## Task to carry out
Only the lines holding the string "nodes" are needed; copy each of them from the data.

## Available data
----
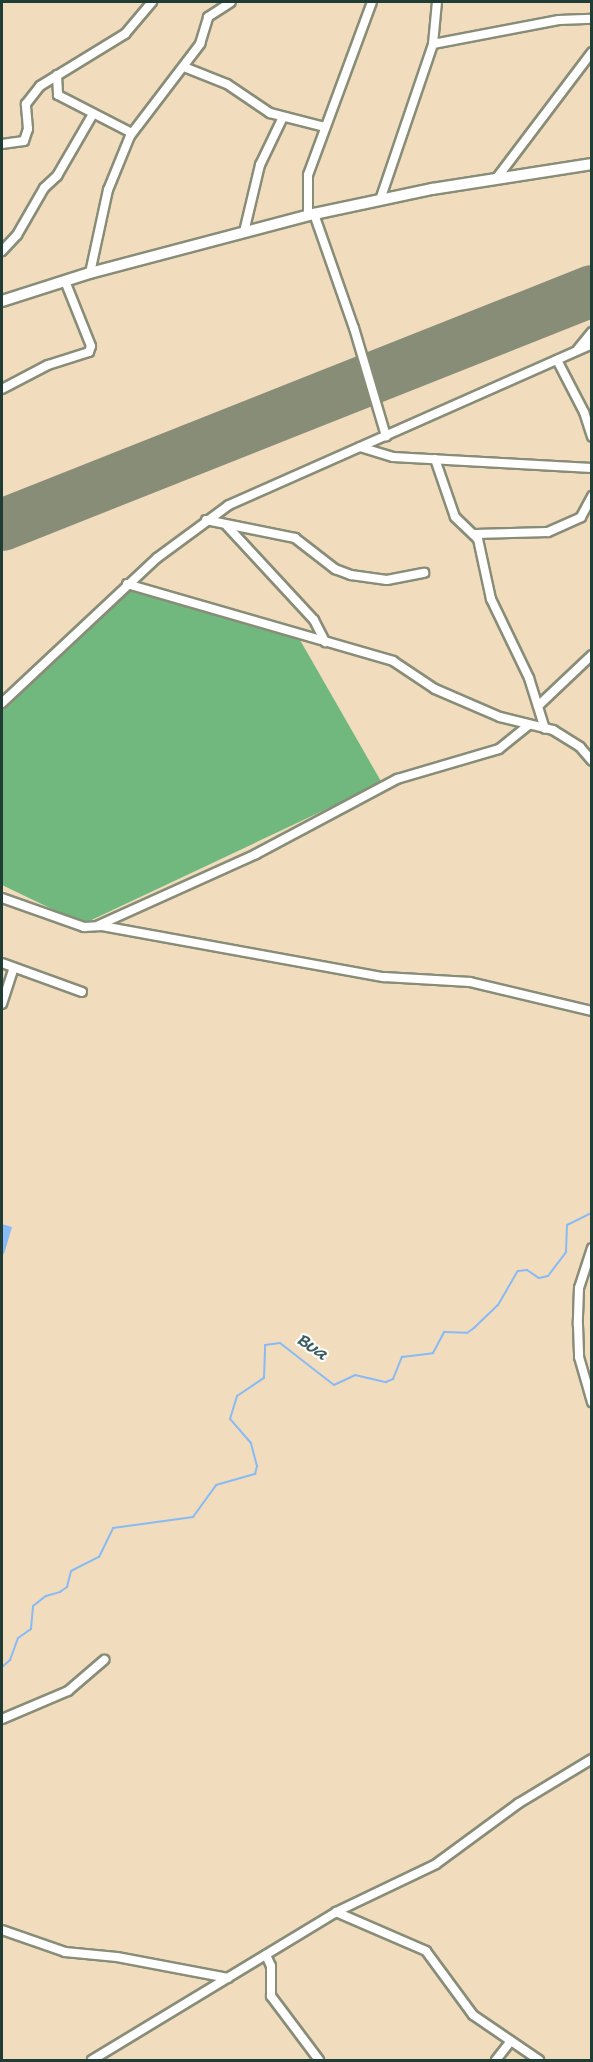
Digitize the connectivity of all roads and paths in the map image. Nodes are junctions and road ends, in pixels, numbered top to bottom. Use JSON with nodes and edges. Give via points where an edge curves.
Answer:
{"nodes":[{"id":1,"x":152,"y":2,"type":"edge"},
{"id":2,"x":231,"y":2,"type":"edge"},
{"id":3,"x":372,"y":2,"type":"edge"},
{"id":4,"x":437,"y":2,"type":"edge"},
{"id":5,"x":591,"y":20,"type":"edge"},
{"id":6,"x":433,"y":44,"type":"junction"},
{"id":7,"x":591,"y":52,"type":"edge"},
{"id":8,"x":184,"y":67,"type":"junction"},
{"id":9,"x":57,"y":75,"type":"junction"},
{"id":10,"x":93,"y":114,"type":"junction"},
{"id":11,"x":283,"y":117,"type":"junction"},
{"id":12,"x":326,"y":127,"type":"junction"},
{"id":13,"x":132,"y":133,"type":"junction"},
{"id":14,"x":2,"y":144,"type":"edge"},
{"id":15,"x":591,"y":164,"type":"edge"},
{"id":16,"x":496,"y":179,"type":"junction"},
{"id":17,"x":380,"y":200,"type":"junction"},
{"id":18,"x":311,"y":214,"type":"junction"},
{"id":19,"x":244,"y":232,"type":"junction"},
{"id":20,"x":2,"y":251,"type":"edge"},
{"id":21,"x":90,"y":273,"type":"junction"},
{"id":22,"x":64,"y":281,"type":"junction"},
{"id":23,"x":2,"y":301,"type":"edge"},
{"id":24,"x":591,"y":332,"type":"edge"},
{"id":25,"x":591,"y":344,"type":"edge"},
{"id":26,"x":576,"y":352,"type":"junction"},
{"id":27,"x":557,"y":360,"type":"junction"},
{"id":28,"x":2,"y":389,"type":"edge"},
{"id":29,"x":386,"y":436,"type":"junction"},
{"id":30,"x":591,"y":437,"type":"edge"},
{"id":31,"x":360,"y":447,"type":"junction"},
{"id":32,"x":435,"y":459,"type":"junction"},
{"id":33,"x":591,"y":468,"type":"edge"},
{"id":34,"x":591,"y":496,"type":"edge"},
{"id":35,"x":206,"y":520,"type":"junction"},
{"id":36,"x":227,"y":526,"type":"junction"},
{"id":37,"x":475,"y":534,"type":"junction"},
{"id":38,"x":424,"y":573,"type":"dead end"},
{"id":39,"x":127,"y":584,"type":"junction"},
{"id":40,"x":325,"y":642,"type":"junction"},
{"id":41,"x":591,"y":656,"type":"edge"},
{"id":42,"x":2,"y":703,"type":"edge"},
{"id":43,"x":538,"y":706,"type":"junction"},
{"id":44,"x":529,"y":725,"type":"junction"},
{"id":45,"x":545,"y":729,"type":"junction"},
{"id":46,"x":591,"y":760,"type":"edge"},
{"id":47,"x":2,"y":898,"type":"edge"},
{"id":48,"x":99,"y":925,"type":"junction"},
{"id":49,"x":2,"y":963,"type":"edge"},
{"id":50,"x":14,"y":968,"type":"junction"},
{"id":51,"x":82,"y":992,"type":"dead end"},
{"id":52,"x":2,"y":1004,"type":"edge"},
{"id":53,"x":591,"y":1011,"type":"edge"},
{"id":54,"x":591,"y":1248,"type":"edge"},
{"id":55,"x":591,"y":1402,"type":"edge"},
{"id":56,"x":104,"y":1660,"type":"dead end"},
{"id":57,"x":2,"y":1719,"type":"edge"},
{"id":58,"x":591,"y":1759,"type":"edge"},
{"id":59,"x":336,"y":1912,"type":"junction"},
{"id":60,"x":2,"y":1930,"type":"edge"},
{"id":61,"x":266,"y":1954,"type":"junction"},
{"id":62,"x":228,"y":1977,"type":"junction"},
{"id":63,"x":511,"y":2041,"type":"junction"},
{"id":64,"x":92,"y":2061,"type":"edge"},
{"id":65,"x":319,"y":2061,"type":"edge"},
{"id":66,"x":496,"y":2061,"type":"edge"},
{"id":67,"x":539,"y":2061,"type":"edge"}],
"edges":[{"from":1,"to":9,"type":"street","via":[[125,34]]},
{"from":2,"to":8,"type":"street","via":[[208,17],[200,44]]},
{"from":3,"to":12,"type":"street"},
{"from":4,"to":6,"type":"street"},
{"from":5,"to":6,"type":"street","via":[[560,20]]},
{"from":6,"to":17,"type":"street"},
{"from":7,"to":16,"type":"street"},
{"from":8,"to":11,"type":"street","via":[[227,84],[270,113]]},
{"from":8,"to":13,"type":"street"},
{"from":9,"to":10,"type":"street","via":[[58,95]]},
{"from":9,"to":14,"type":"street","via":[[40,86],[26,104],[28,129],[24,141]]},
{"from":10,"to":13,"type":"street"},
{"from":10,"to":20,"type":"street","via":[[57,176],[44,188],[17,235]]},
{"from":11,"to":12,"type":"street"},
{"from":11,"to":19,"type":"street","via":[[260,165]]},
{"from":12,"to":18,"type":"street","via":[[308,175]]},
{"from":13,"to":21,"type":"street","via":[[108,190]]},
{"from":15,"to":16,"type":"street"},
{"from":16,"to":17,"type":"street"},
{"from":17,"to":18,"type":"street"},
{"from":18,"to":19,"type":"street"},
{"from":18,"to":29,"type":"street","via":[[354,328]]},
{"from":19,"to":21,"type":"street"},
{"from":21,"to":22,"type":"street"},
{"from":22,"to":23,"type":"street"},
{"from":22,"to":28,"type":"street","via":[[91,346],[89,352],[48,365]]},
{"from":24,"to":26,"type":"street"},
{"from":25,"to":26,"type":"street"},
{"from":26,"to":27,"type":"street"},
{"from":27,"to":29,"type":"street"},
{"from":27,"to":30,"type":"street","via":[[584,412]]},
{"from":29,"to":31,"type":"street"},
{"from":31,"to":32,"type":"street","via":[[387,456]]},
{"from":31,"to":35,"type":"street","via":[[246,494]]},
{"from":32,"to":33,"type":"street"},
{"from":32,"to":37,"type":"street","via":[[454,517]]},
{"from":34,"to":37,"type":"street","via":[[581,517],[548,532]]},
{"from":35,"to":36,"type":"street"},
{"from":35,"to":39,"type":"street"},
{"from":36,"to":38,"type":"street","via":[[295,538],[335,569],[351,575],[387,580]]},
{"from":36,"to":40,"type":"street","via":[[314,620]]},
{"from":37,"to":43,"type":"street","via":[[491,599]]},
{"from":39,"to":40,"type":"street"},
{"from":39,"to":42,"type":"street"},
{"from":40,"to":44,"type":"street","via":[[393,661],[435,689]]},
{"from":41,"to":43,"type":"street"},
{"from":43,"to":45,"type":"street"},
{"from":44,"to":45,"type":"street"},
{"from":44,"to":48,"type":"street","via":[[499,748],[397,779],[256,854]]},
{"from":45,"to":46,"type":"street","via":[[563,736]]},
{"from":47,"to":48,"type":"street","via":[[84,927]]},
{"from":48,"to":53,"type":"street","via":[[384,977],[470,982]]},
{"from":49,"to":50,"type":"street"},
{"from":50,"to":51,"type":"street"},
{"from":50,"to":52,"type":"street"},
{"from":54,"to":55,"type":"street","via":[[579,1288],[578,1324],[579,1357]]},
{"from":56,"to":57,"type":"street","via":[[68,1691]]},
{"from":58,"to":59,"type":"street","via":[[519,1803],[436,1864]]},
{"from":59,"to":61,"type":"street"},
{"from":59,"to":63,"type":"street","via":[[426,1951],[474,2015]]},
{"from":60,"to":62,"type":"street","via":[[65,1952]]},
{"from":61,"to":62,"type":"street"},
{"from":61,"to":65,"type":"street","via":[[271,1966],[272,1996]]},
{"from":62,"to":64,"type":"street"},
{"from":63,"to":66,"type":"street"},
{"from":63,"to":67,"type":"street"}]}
----
## Solution to this exercise
Digitize the connectivity of all roads and paths in the map image. Nodes are junctions and road ends, in pixels, numbered top to bottom. Use JSON with nodes and edges. Give via points where an edge curves.
{"nodes":[{"id":1,"x":152,"y":2,"type":"edge"},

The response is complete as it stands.